As a mother, I pride myself in teaching my children all the valuable lessons they need to lead a happy and healthy life. For example, I tell them, "Look both ways before you cross the street," or "your dinner forking is meant for poking your food, not your brother." I try to exemplify all the messages that I preach into my children's seemingly deaf ears, so that someday they could in turn pass these along to others. But, I had no idea that this day would come so soon for my three year old son.
The other night, my husband had our financial advisor over, while I was at work. My husband told my son to play quietly so he could sit and talk to Mr. Advisor at the table. Being as obedient as any three year old could, he sat on the floor right next to his daddy and amused himself with his dump truck, occasionally interrupting to engage himself in his father's conversation.
Mr. Advisor, trying to appease my little guy with some small talk, said, "I like your UCONN suit that you have on. Are you going to play basketball for UCONN someday?"
My toddler looked up to the man and simply replied, "No, I can't."
Mr. Advisor asked, "Why not?"
My son continued, "I can't play basketball, because Mommy broke my basketball."
My other half quickly chimed in, "What? Mommy didn't break your ball."
Fustrated, my son said, "Yes she did, Mommy ran my Dora basketball over with her car and popped it!"
Hubby to my resue, "Well, if you put your toys away that wouldn't happen."

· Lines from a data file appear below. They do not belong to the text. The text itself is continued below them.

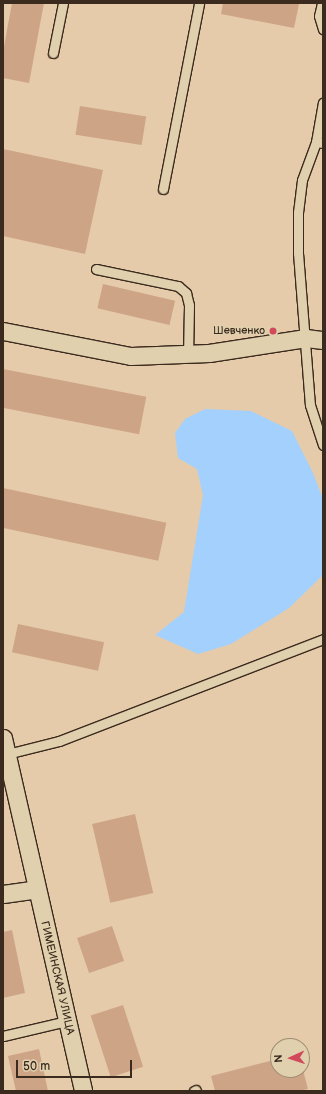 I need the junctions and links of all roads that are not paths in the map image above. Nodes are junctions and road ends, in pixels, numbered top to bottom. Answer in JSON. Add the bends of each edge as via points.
{"nodes":[{"id":1,"x":63,"y":3,"type":"edge"},
{"id":2,"x":199,"y":3,"type":"edge"},
{"id":3,"x":322,"y":3,"type":"edge"},
{"id":4,"x":323,"y":29,"type":"edge"},
{"id":5,"x":54,"y":53,"type":"dead end"},
{"id":6,"x":323,"y":103,"type":"edge"},
{"id":7,"x":320,"y":142,"type":"edge"},
{"id":8,"x":163,"y":189,"type":"dead end"},
{"id":9,"x":96,"y":269,"type":"dead end"},
{"id":10,"x":3,"y":331,"type":"edge"},
{"id":11,"x":306,"y":338,"type":"junction"},
{"id":12,"x":323,"y":340,"type":"edge"},
{"id":13,"x":188,"y":355,"type":"junction"},
{"id":14,"x":323,"y":445,"type":"edge"},
{"id":15,"x":323,"y":639,"type":"edge"},
{"id":16,"x":3,"y":738,"type":"edge"},
{"id":17,"x":7,"y":754,"type":"junction"},
{"id":18,"x":37,"y":889,"type":"junction"},
{"id":19,"x":3,"y":894,"type":"edge"},
{"id":20,"x":67,"y":1021,"type":"junction"},
{"id":21,"x":3,"y":1036,"type":"edge"},
{"id":22,"x":83,"y":1091,"type":"edge"}],
"edges":[{"from":1,"to":5,"type":"lane"},
{"from":2,"to":8,"type":"lane"},
{"from":3,"to":4,"type":"lane","via":[[319,16]]},
{"from":6,"to":7,"type":"lane"},
{"from":7,"to":11,"type":"lane","via":[[302,180],[298,212],[298,253]]},
{"from":9,"to":13,"type":"lane","via":[[178,286],[186,293],[189,305]]},
{"from":10,"to":13,"type":"street","via":[[131,356]]},
{"from":11,"to":12,"type":"street"},
{"from":11,"to":13,"type":"street"},
{"from":11,"to":14,"type":"lane","via":[[310,405]]},
{"from":15,"to":17,"type":"lane","via":[[59,741]]},
{"from":16,"to":17,"type":"street","name":"ГИМЕИНСКАЯ УЛИЦА"},
{"from":17,"to":18,"type":"street","name":"ГИМЕИНСКАЯ УЛИЦА"},
{"from":18,"to":19,"type":"street"},
{"from":18,"to":20,"type":"street","name":"ГИМЕИНСКАЯ УЛИЦА"},
{"from":20,"to":21,"type":"lane"},
{"from":20,"to":22,"type":"street","name":"ГИМЕИНСКАЯ УЛИЦА"}]}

Without missing a beat my little instructor stood up, pointed his finger and retorted, "You know, you're suppose to watch where you're going when you're driving."
When my husband told me the story when I got home from work that night, I couldn't decide if I wanted to laugh or shrivel up with embarrassment. After all, I did quite literally put a hole in my child's chance at becoming Jim Calhoun's next star player. But, before I could decide how I felt, my husband looked me square in the eye, smiled and said, "And you think nobody ever listens to you."
I am proud that I have such witty children and I am pleased to know that not all of what I say falls upon deaf ears. I guess that I can only hope when my children are able to drive that they do as I say and not as I do.